*EXTRACTED ENTRIES*
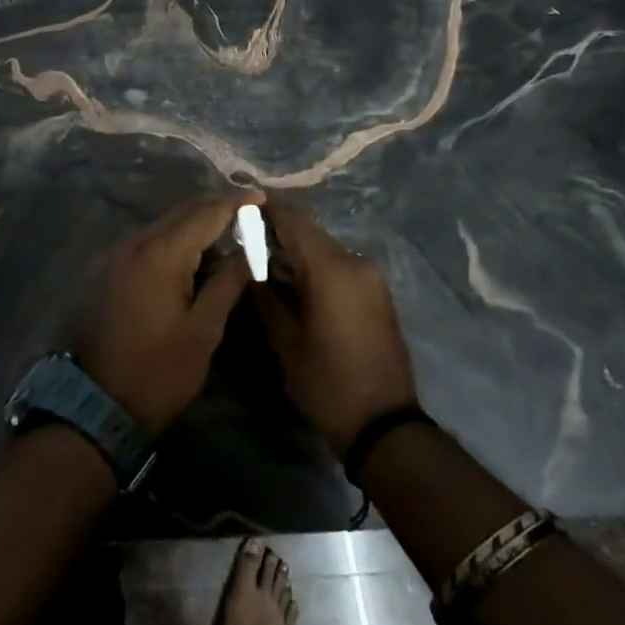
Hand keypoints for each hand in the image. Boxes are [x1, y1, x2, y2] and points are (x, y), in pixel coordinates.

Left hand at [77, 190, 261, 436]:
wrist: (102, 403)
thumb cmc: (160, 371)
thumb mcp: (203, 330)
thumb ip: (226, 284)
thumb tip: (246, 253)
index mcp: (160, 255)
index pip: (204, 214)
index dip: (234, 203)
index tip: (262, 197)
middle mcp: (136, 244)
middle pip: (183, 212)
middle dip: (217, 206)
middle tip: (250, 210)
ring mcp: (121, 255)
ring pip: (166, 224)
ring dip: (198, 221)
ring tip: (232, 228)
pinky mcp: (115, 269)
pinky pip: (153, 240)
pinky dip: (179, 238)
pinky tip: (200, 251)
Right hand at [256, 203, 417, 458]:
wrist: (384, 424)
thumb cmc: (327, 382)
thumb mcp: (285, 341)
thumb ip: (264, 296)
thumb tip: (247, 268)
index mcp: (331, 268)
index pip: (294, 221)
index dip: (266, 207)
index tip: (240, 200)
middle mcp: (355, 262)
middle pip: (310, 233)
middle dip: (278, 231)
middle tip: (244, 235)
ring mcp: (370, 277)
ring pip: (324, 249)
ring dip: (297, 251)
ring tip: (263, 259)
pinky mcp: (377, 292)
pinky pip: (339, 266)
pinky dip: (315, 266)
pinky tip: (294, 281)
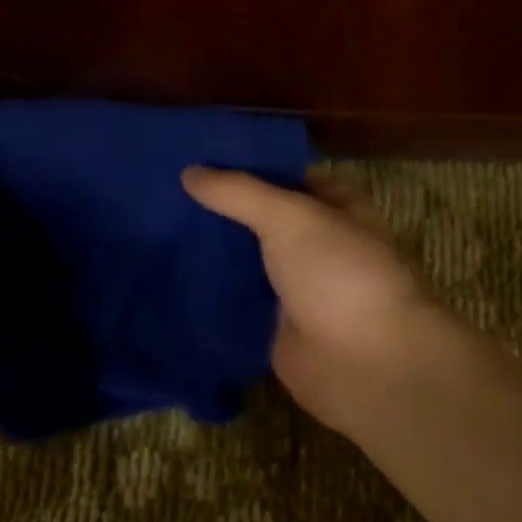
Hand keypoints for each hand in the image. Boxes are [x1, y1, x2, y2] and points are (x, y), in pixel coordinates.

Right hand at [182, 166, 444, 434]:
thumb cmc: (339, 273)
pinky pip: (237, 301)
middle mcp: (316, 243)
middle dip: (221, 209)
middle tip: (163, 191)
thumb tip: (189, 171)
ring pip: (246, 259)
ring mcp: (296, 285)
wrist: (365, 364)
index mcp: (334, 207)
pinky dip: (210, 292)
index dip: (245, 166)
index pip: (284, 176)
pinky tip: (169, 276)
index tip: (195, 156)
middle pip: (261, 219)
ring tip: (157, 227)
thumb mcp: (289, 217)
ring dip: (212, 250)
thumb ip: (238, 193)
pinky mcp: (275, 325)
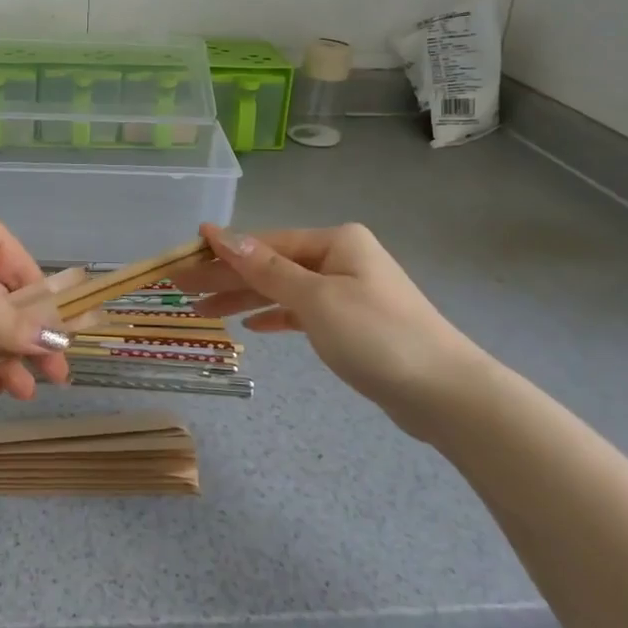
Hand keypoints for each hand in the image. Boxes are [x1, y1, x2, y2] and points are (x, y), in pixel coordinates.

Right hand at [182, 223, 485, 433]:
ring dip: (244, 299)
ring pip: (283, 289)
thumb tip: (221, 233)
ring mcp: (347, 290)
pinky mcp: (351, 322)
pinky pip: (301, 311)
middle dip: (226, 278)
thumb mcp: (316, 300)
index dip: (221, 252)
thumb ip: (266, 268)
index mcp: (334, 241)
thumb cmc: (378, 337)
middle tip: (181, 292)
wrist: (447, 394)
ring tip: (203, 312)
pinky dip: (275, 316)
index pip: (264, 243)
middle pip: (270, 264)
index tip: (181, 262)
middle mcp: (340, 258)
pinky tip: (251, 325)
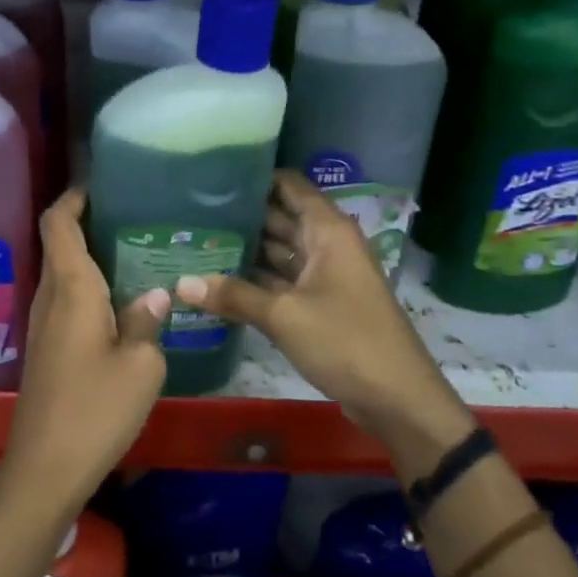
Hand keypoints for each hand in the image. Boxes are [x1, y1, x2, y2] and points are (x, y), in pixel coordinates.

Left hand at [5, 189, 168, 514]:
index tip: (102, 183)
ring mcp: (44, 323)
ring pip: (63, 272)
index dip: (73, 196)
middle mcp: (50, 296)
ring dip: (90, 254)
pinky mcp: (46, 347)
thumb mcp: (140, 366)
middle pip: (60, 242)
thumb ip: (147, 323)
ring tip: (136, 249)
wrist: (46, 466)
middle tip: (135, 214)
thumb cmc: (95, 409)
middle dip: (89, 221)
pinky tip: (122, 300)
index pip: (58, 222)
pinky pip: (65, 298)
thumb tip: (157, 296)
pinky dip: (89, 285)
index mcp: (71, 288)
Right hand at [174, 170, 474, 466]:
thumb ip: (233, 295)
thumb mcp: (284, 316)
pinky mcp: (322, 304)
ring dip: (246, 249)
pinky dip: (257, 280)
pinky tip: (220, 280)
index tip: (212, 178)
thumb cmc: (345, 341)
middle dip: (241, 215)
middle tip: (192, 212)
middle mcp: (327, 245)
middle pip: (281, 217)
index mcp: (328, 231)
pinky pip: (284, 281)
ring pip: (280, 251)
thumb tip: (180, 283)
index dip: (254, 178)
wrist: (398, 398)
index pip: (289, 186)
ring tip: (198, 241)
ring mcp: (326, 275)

*EXERCISE DIRECTIONS*
In the listing above, find the line containing "index mcp: (334, 241)" and the line containing "pinky mcp: (46, 347)", then return both of them and every line between, exactly, without pictures.

*ANSWER AREA*
index mcp: (334, 241)
thumb cmc: (378, 337)
middle tip: (181, 292)
wrist: (447, 394)
ring tip: (203, 312)
pinky dip: (275, 316)
index pip: (264, 243)
middle pip: (270, 264)
index tip: (181, 262)
middle mcp: (340, 258)
pinky tip: (251, 325)
Hand keypoints for each hand in the image. Boxes are [x1, y1, x2, y2] and points are (x, y), in pixel coordinates.

Left hand at [5, 189, 168, 514]:
index tip: (102, 183)
ring mcp: (44, 323)
ring pip: (63, 272)
index dip: (73, 196)
middle mcp: (50, 296)
ring dip: (90, 254)
pinky mcp: (46, 347)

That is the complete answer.